From the Bible and Shakespeare roads lead down among books but little
lower in elevation and outlook. Of these the essays of Emerson furnish
a noble example; and the poems of the Concord philosopher are the
wisdom of the ancients stated in terms of Americanism. I would have
every young man spend half an hour over each page of our American
Thinker's essays on Character, Manners, Power, and Self-reliance.
Indeed, wherever you turn, among the pages of our Sage, you find no
desert place, but always a very forest of thought, tumultuous and
vibrant with fancy and suggestion, sweet and wholesome with living
truth and all helpfulness.
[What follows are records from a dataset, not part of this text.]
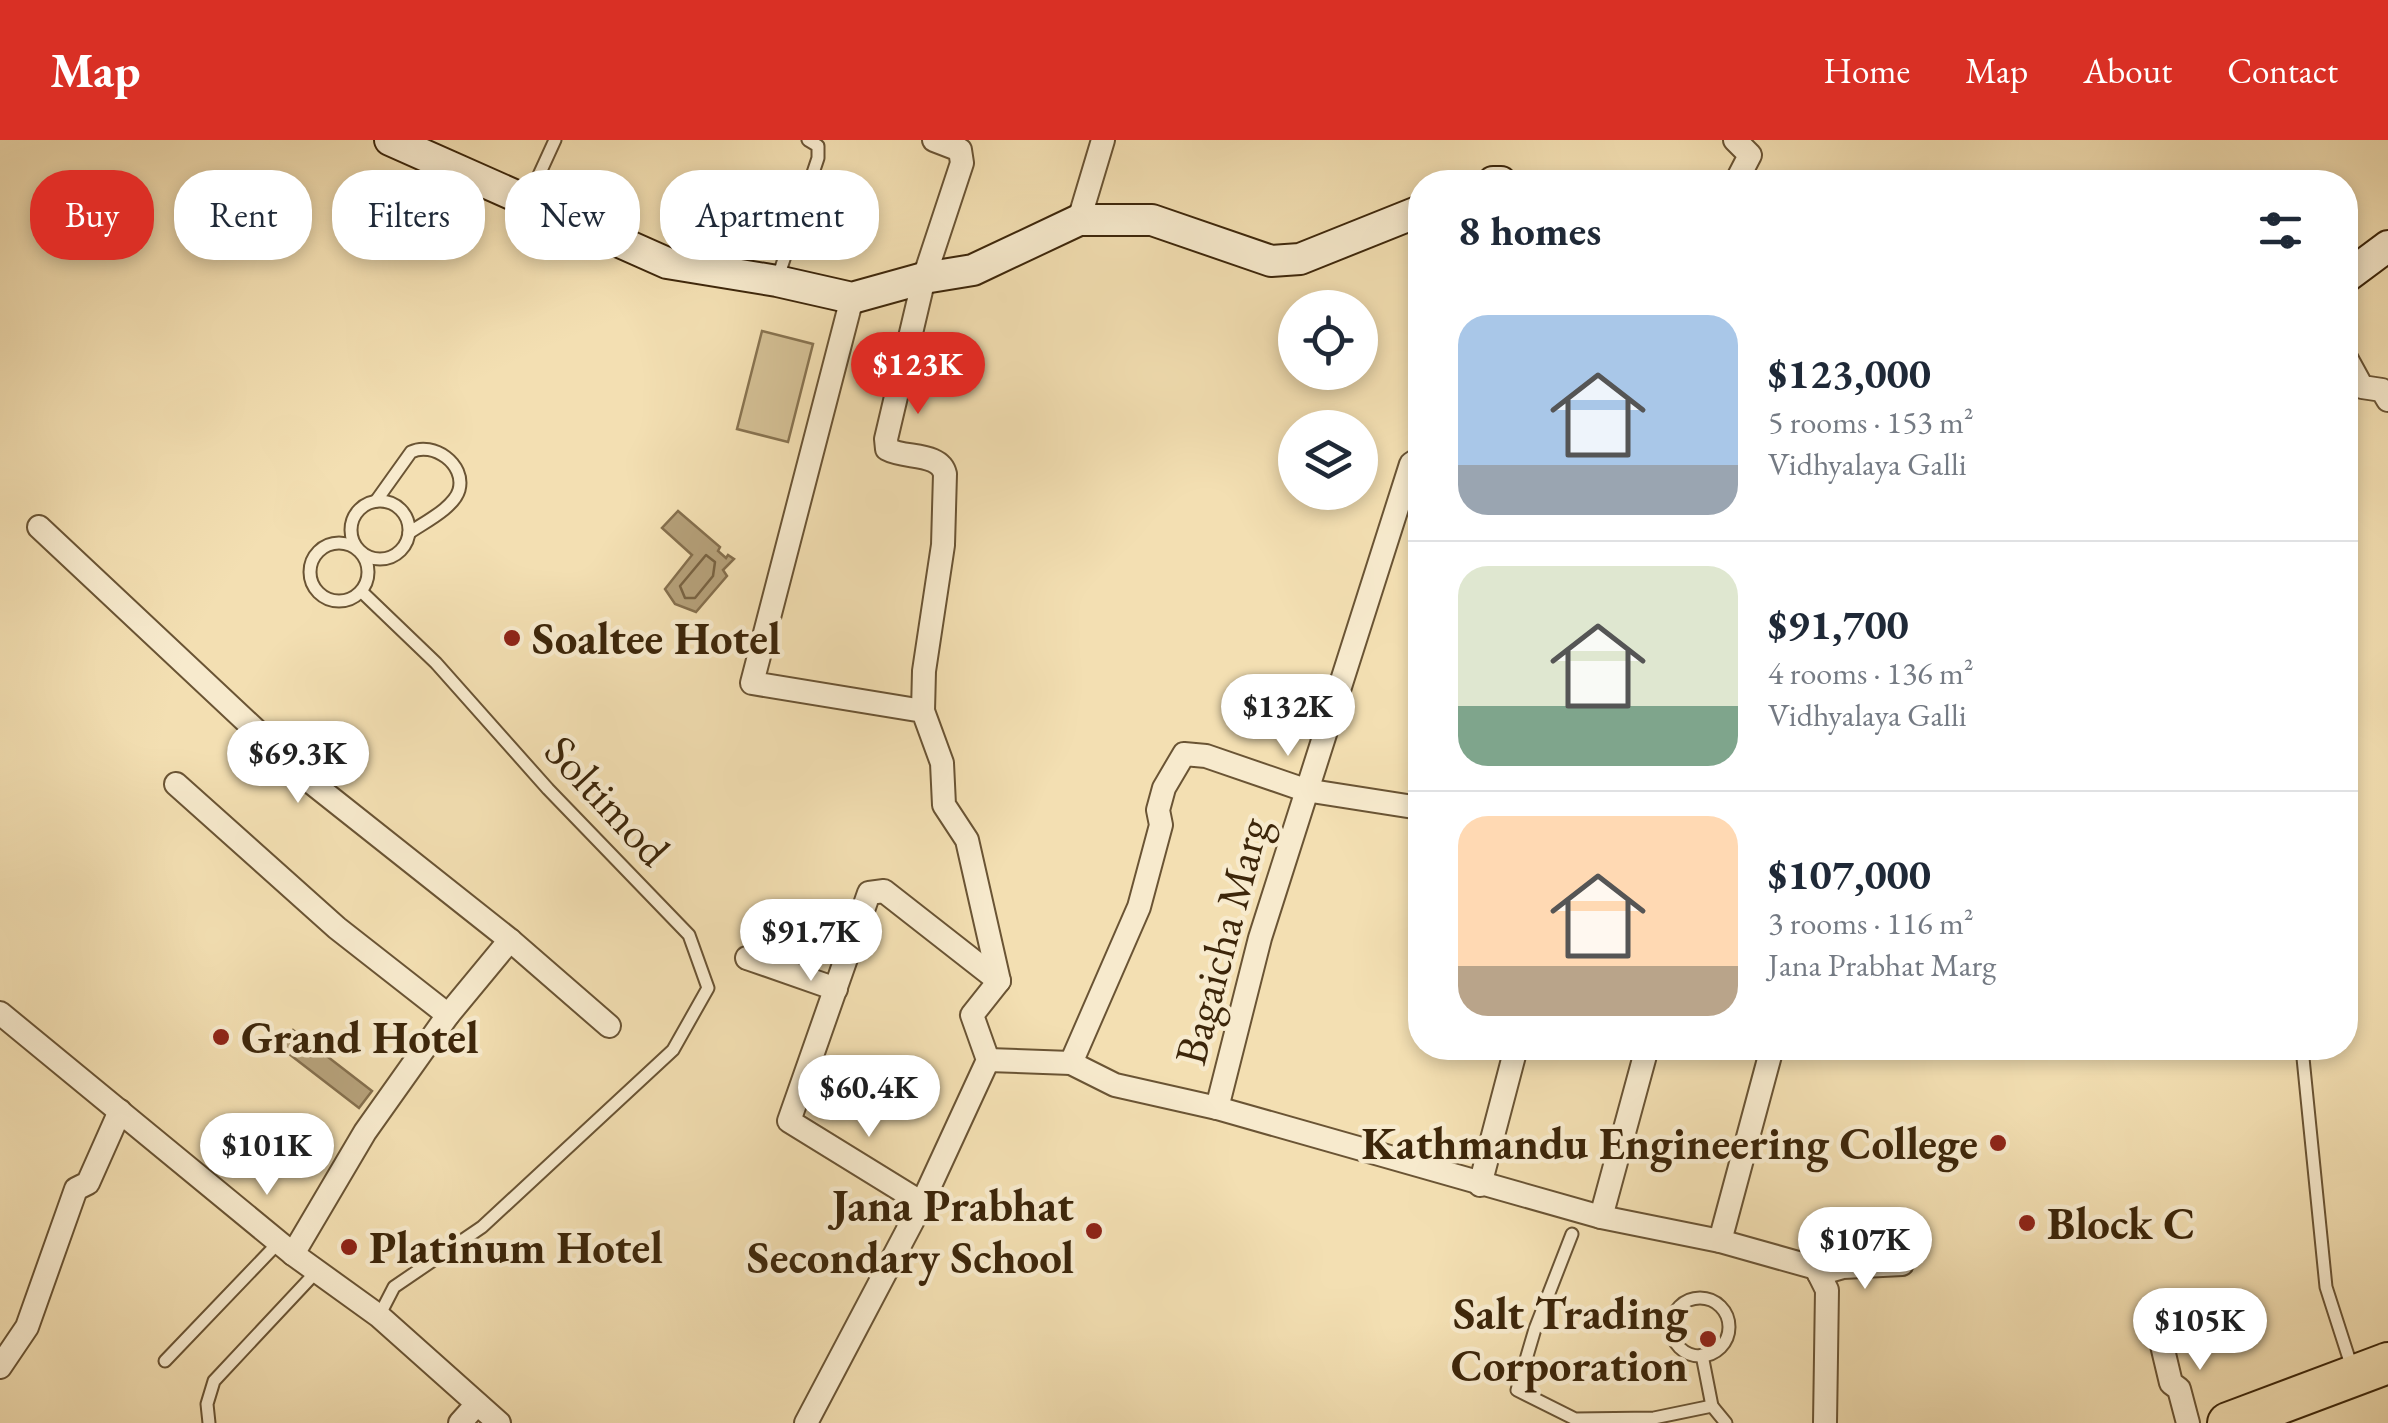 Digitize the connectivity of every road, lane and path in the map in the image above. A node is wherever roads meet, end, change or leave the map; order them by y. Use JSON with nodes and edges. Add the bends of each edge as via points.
{"nodes":[{"id":1,"x":390,"y":140,"type":"edge"},
{"id":2,"x":556,"y":140,"type":"edge"},
{"id":3,"x":808,"y":140,"type":"edge"},
{"id":4,"x":934,"y":140,"type":"edge"},
{"id":5,"x":1104,"y":140,"type":"edge"},
{"id":6,"x":1735,"y":140,"type":"edge"},
{"id":7,"x":542,"y":170,"type":"edge"},
{"id":8,"x":1742,"y":170,"type":"edge"},
{"id":9,"x":505,"y":189,"type":"edge"},
{"id":10,"x":1408,"y":216,"type":"edge"},
{"id":11,"x":1078,"y":220,"type":"junction"},
{"id":12,"x":2388,"y":246,"type":"edge"},
{"id":13,"x":640,"y":251,"type":"edge"},
{"id":14,"x":2358,"y":268,"type":"edge"},
{"id":15,"x":924,"y":278,"type":"junction"},
{"id":16,"x":777,"y":281,"type":"junction"},
{"id":17,"x":852,"y":298,"type":"junction"},
{"id":18,"x":2358,"y":380,"type":"edge"},
{"id":19,"x":2388,"y":400,"type":"edge"},
{"id":20,"x":1408,"y":473,"type":"edge"},
{"id":21,"x":376,"y":501,"type":"junction"},
{"id":22,"x":39,"y":527,"type":"dead end"},
{"id":23,"x":409,"y":533,"type":"junction"},
{"id":24,"x":359,"y":550,"type":"junction"},
{"id":25,"x":362,"y":592,"type":"junction"},
{"id":26,"x":923,"y":711,"type":"junction"},
{"id":27,"x":176,"y":784,"type":"dead end"},
{"id":28,"x":1305,"y":790,"type":"junction"},
{"id":29,"x":1408,"y":806,"type":"edge"},
{"id":30,"x":510,"y":940,"type":"junction"},
{"id":31,"x":747,"y":958,"type":"dead end"},
{"id":32,"x":999,"y":981,"type":"junction"},
{"id":33,"x":836,"y":989,"type":"junction"},
{"id":34,"x":0,"y":1013,"type":"edge"},
{"id":35,"x":448,"y":1015,"type":"junction"},
{"id":36,"x":608,"y":1026,"type":"dead end"},
{"id":37,"x":988,"y":1060,"type":"junction"},
{"id":38,"x":1513,"y":1060,"type":"edge"},
{"id":39,"x":1644,"y":1060,"type":"edge"},
{"id":40,"x":1769,"y":1060,"type":"edge"},
{"id":41,"x":2303,"y":1060,"type":"edge"},
{"id":42,"x":1071,"y":1063,"type":"junction"},
{"id":43,"x":1217,"y":1108,"type":"junction"},
{"id":44,"x":120,"y":1110,"type":"junction"},
{"id":45,"x":1480,"y":1185,"type":"junction"},
{"id":46,"x":922,"y":1203,"type":"junction"},
{"id":47,"x":1601,"y":1217,"type":"junction"},
{"id":48,"x":1572,"y":1234,"type":"dead end"},
{"id":49,"x":1720,"y":1241,"type":"junction"},
{"id":50,"x":286,"y":1248,"type":"junction"},
{"id":51,"x":1902,"y":1264,"type":"dead end"},
{"id":52,"x":317,"y":1271,"type":"junction"},
{"id":53,"x":1819,"y":1274,"type":"junction"},
{"id":54,"x":379,"y":1316,"type":"junction"},
{"id":55,"x":2160,"y":1337,"type":"dead end"},
{"id":56,"x":1702,"y":1356,"type":"junction"},
{"id":57,"x":165,"y":1361,"type":"dead end"},
{"id":58,"x":0,"y":1366,"type":"edge"},
{"id":59,"x":2371,"y":1370,"type":"edge"},
{"id":60,"x":478,"y":1404,"type":"junction"},
{"id":61,"x":1712,"y":1406,"type":"junction"},
{"id":62,"x":2249,"y":1419,"type":"edge"},
{"id":63,"x":209,"y":1423,"type":"edge"},
{"id":64,"x":460,"y":1423,"type":"edge"},
{"id":65,"x":498,"y":1423,"type":"edge"},
{"id":66,"x":806,"y":1423,"type":"edge"},
{"id":67,"x":1726,"y":1423,"type":"edge"},
{"id":68,"x":1825,"y":1423,"type":"edge"},
{"id":69,"x":2188,"y":1423,"type":"edge"}],
"edges":[{"from":1,"to":9,"type":"street"},
{"from":2,"to":7,"type":"lane"},
{"from":3,"to":16,"type":"lane","via":[[818,146],[818,158]]},
{"from":4,"to":15,"type":"street","via":[[960,150],[962,162]]},
{"from":5,"to":11,"type":"street"},
{"from":6,"to":8,"type":"street","via":[[1750,155]]},
{"from":10,"to":11,"type":"street","via":[[1300,259],[1271,261],[1152,220]]},
{"from":11,"to":15,"type":"street","via":[[972,270]]},
{"from":12,"to":14,"type":"street"},
{"from":13,"to":16,"type":"street","via":[[667,263]]},
{"from":15,"to":17,"type":"street"},
{"from":15,"to":26,"type":"street","via":[[886,440],[899,456],[944,466],[943,544]]},
{"from":16,"to":17,"type":"street"},
{"from":17,"to":26,"type":"street","via":[[752,683]]},
{"from":18,"to":19,"type":"street","via":[[2362,388],[2382,390]]},
{"from":20,"to":28,"type":"street","name":"Bagaicha Marg"},
{"from":21,"to":23,"type":"lane","via":[[400,509]]},
{"from":21,"to":23,"type":"lane","via":[[411,452],[427,448],[449,459],[459,492]]},
{"from":21,"to":24,"type":"lane","via":[[360,509],[352,524]]},
{"from":22,"to":30,"type":"street","via":[[312,783]]},
{"from":23,"to":24,"type":"lane","via":[[402,550],[385,558]]},
{"from":24,"to":25,"type":"lane","via":[[368,566]]},
{"from":24,"to":25,"type":"lane","via":[[343,543],[326,546],[313,560],[311,578],[328,598],[346,600]]},
{"from":25,"to":54,"type":"lane","name":"Soltimod","via":[[436,662],[689,935],[708,988],[673,1050],[482,1227],[394,1287]]},
{"from":26,"to":32,"type":"street","via":[[942,763],[944,805],[967,840]]},
{"from":27,"to":35,"type":"street","via":[[337,928]]},
{"from":28,"to":29,"type":"street"},
{"from":28,"to":42,"type":"street","via":[[1184,754],[1164,788],[1138,907]]},
{"from":28,"to":43,"type":"street","name":"Bagaicha Marg"},
{"from":30,"to":35,"type":"street"},
{"from":30,"to":36,"type":"street"},
{"from":31,"to":33,"type":"street"},
{"from":32,"to":33,"type":"street","via":[[876,890],[869,893]]},
{"from":32,"to":37,"type":"street","via":[[972,1015]]},
{"from":33,"to":46,"type":"street","via":[[789,1122]]},
{"from":34,"to":44,"type":"street"},
{"from":35,"to":50,"type":"street"},
{"from":37,"to":42,"type":"street"},
{"from":37,"to":46,"type":"street"},
{"from":38,"to":45,"type":"street"},
{"from":39,"to":47,"type":"street"},
{"from":40,"to":49,"type":"street"},
{"from":41,"to":59,"type":"lane","via":[[2326,1286]]},
{"from":42,"to":43,"type":"street","via":[[1116,1085]]},
{"from":43,"to":45,"type":"street"},
{"from":44,"to":50,"type":"street"},
{"from":44,"to":58,"type":"street","via":[[88,1183],[76,1188],[28,1327]]},
{"from":45,"to":47,"type":"street"},
{"from":46,"to":66,"type":"street"},
{"from":47,"to":49,"type":"street"},
{"from":48,"to":61,"type":"lane","via":[[1517,1390],[1574,1419],[1654,1418]]},
{"from":49,"to":53,"type":"street"},
{"from":50,"to":52,"type":"street"},
{"from":50,"to":57,"type":"lane"},
{"from":51,"to":53,"type":"street","via":[[1842,1266]]},
{"from":52,"to":54,"type":"street"},
{"from":52,"to":63,"type":"lane","via":[[214,1382]]},
{"from":53,"to":68,"type":"street","via":[[1827,1290]]},
{"from":54,"to":60,"type":"street"},
{"from":55,"to":69,"type":"street"},
{"from":56,"to":56,"type":"lane","via":[[1677,1344],[1672,1325],[1679,1308],[1701,1298],[1723,1309],[1729,1325],[1720,1348]]},
{"from":56,"to":61,"type":"lane"},
{"from":59,"to":62,"type":"highway"},
{"from":60,"to":64,"type":"street"},
{"from":60,"to":65,"type":"street"},
{"from":61,"to":67,"type":"lane"}]} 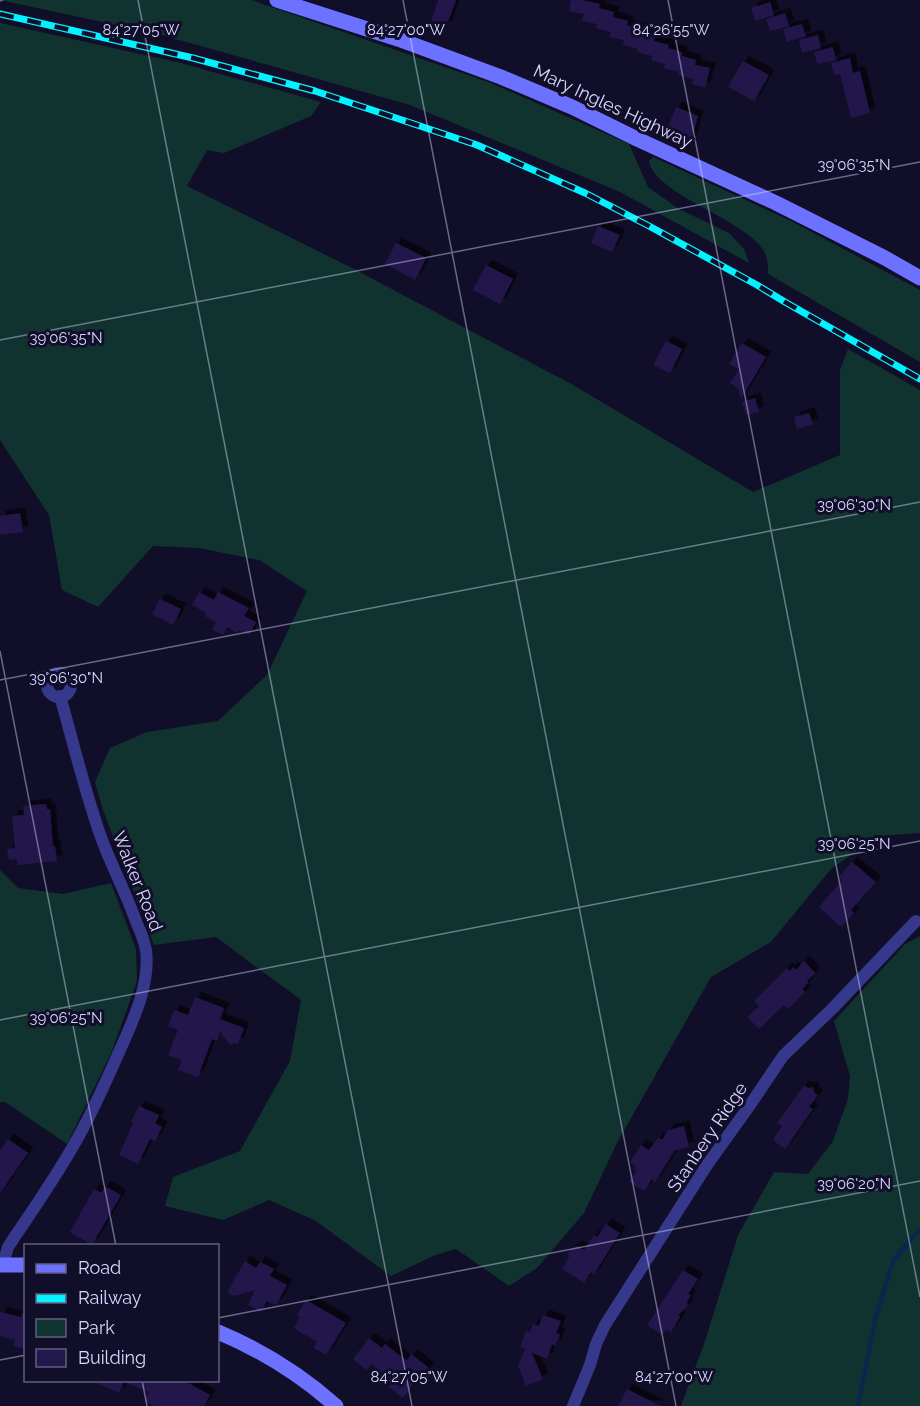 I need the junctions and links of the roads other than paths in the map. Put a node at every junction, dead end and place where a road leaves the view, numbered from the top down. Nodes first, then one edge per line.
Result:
1 (277, 0) edge
2 (920, 278) edge
3 (60, 696) dead end
4 (916, 921) dead end
5 (1, 1264) edge
6 (24, 1264) edge
7 (219, 1332) edge
8 (336, 1406) edge
9 (573, 1406) edge

1 - 2 street, Mary Ingles Highway
3 - 5 street, Walker Road
4 - 9 street, Stanbery Ridge
5 - 6 street
7 - 8 street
You can form no better habit than to read a
page or two of Emerson every night.
Take Emerson as an example; read books of that sort--books that are
kin to the Bible and Shakespeare. There is no excuse for your
poisoning your time with idle books or low books or transient
books--moth volumes that flutter an instant in the light and in an
instant die. For the great books are entertaining. If you want
excitement, Plutarch's Lives furnish you thrilling-narrative fiction
cannot surpass--and undying inspiration besides.
The great novels, too, have in them all the blood and battle-ax the
stoutest nerve can crave, all the incidents of love, self-sacrifice,
and gentle invention the tenderest heart can need.